== ENTRIES SUPPLIED ==
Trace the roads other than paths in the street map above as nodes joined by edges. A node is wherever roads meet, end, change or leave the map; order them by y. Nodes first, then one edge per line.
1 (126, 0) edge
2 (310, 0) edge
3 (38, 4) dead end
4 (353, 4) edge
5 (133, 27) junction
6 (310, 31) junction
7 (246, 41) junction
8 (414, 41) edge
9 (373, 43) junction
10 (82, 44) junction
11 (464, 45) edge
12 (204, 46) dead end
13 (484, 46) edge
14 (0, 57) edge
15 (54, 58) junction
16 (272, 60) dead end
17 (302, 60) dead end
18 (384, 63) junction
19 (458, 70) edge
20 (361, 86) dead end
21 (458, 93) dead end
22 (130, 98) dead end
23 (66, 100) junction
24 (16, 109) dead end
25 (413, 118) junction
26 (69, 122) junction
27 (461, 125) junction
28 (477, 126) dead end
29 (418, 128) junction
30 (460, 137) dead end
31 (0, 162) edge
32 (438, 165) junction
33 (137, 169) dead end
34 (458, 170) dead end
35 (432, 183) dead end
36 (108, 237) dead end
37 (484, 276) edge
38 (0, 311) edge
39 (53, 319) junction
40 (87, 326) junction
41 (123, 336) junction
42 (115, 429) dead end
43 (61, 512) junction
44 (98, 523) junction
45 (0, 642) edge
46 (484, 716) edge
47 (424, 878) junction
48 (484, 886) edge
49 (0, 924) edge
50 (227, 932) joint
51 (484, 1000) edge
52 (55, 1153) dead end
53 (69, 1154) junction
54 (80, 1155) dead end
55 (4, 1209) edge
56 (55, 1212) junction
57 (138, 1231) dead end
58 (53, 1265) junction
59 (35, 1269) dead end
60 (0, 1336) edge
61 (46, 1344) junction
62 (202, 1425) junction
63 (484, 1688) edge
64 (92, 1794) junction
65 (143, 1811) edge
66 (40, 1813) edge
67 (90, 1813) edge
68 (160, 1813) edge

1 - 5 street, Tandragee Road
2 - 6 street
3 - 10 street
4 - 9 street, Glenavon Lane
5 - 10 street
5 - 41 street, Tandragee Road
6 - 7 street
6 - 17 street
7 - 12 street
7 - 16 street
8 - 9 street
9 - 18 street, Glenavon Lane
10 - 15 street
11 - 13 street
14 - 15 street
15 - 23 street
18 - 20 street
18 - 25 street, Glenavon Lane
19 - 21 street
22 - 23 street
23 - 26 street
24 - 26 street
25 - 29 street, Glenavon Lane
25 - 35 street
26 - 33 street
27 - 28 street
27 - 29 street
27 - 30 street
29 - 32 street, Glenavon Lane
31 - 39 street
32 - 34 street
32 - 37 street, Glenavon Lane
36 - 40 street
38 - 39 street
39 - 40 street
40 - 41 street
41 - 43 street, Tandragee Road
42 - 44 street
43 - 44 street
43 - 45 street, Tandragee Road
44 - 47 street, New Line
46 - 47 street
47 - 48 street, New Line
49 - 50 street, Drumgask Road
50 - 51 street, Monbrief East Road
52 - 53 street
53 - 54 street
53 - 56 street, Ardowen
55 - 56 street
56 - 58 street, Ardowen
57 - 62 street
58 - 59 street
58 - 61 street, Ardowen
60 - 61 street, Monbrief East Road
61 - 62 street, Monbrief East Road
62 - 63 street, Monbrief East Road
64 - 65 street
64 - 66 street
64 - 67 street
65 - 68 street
===
Could you find every line in the records above that contains the word "Glenavon" and copy it?

4 - 9 street, Glenavon Lane
9 - 18 street, Glenavon Lane
18 - 25 street, Glenavon Lane
25 - 29 street, Glenavon Lane
29 - 32 street, Glenavon Lane
32 - 37 street, Glenavon Lane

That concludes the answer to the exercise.